Provided entries:

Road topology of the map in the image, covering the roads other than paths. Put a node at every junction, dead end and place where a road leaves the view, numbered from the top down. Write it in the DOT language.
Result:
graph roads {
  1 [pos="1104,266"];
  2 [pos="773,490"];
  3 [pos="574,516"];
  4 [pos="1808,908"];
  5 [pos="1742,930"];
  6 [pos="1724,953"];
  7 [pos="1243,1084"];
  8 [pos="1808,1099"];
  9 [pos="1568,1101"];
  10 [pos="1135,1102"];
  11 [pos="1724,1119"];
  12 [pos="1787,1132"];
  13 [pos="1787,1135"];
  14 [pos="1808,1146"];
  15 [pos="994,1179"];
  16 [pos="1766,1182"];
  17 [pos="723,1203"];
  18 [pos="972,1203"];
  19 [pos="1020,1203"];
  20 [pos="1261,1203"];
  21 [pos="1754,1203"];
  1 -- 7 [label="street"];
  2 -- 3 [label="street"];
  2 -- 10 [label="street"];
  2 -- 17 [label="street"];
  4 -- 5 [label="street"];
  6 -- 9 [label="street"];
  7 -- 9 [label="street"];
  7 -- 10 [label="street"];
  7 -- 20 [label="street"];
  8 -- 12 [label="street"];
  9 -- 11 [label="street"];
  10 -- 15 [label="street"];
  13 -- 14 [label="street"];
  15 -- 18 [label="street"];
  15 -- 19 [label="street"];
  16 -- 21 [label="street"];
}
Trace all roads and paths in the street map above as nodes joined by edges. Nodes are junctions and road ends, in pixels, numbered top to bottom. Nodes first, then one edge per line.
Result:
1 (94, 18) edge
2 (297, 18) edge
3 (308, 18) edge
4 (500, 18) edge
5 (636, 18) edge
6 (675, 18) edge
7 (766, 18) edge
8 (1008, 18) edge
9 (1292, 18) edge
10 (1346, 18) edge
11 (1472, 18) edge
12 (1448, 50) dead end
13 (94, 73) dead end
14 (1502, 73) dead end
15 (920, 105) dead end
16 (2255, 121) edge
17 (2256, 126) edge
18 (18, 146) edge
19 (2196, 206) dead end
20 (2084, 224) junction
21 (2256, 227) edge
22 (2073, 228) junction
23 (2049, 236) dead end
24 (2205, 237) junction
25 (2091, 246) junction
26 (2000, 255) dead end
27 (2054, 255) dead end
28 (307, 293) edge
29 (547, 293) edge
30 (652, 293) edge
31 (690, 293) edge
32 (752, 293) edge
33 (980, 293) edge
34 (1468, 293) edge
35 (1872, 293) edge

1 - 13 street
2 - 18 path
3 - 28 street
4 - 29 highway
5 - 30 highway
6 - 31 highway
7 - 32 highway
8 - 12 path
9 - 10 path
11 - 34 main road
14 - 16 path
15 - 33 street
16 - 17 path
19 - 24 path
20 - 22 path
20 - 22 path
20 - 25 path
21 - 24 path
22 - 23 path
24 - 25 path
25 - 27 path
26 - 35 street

What is needed:
Please restate, word for word, the lines of the entries that run from the first line through the one holding "Trace all roads", and add nothing.

Task result:
Road topology of the map in the image, covering the roads other than paths. Put a node at every junction, dead end and place where a road leaves the view, numbered from the top down. Write it in the DOT language.
Result:
graph roads {
  1 [pos="1104,266"];
  2 [pos="773,490"];
  3 [pos="574,516"];
  4 [pos="1808,908"];
  5 [pos="1742,930"];
  6 [pos="1724,953"];
  7 [pos="1243,1084"];
  8 [pos="1808,1099"];
  9 [pos="1568,1101"];
  10 [pos="1135,1102"];
  11 [pos="1724,1119"];
  12 [pos="1787,1132"];
  13 [pos="1787,1135"];
  14 [pos="1808,1146"];
  15 [pos="994,1179"];
  16 [pos="1766,1182"];
  17 [pos="723,1203"];
  18 [pos="972,1203"];
  19 [pos="1020,1203"];
  20 [pos="1261,1203"];
  21 [pos="1754,1203"];
  1 -- 7 [label="street"];
  2 -- 3 [label="street"];
  2 -- 10 [label="street"];
  2 -- 17 [label="street"];
  4 -- 5 [label="street"];
  6 -- 9 [label="street"];
  7 -- 9 [label="street"];
  7 -- 10 [label="street"];
  7 -- 20 [label="street"];
  8 -- 12 [label="street"];
  9 -- 11 [label="street"];
  10 -- 15 [label="street"];
  13 -- 14 [label="street"];
  15 -- 18 [label="street"];
  15 -- 19 [label="street"];
  16 -- 21 [label="street"];
}
Trace all roads and paths in the street map above as nodes joined by edges. Nodes are junctions and road ends, in pixels, numbered top to bottom. Nodes first, then one edge per line.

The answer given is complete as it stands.